:: What you should do ::
If a record holds a picture, drop the picture and return the rest of the record word for word.

:: Source data ::
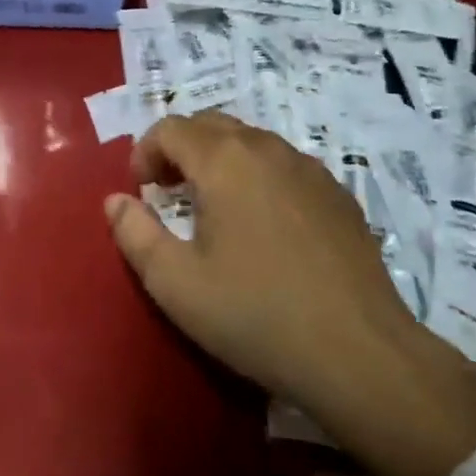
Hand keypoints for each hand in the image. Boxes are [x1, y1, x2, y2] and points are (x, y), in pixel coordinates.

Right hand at [107, 111, 475, 475]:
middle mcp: (266, 148)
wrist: (360, 351)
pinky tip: (265, 224)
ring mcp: (308, 166)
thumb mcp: (177, 285)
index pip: (171, 128)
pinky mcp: (337, 192)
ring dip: (221, 159)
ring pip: (251, 141)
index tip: (140, 189)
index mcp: (223, 160)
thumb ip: (135, 235)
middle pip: (211, 124)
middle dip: (181, 148)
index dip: (145, 151)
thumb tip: (116, 200)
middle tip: (168, 191)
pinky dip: (259, 175)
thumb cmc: (256, 315)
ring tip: (214, 207)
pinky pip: (284, 165)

:: Response box ::
Hand keypoints for each hand in the image. Boxes are [x1, y1, x2, y2] and points are (x, y), in pixel coordinates.

Right hand at [107, 111, 475, 475]:
middle mcp: (266, 148)
wrist: (360, 351)
pinky tip: (265, 224)
ring mcp: (308, 166)
thumb mcp: (177, 285)
index pip: (171, 128)
pinky mcp: (337, 192)
ring dip: (221, 159)
ring pip: (251, 141)
index tip: (140, 189)
index mcp: (223, 160)
thumb ip: (135, 235)
middle pip: (211, 124)
middle dip: (181, 148)
index dip: (145, 151)
thumb tip: (116, 200)
middle tip: (168, 191)
pinky dip: (259, 175)
thumb cmc: (256, 315)
ring tip: (214, 207)
pinky pip: (284, 165)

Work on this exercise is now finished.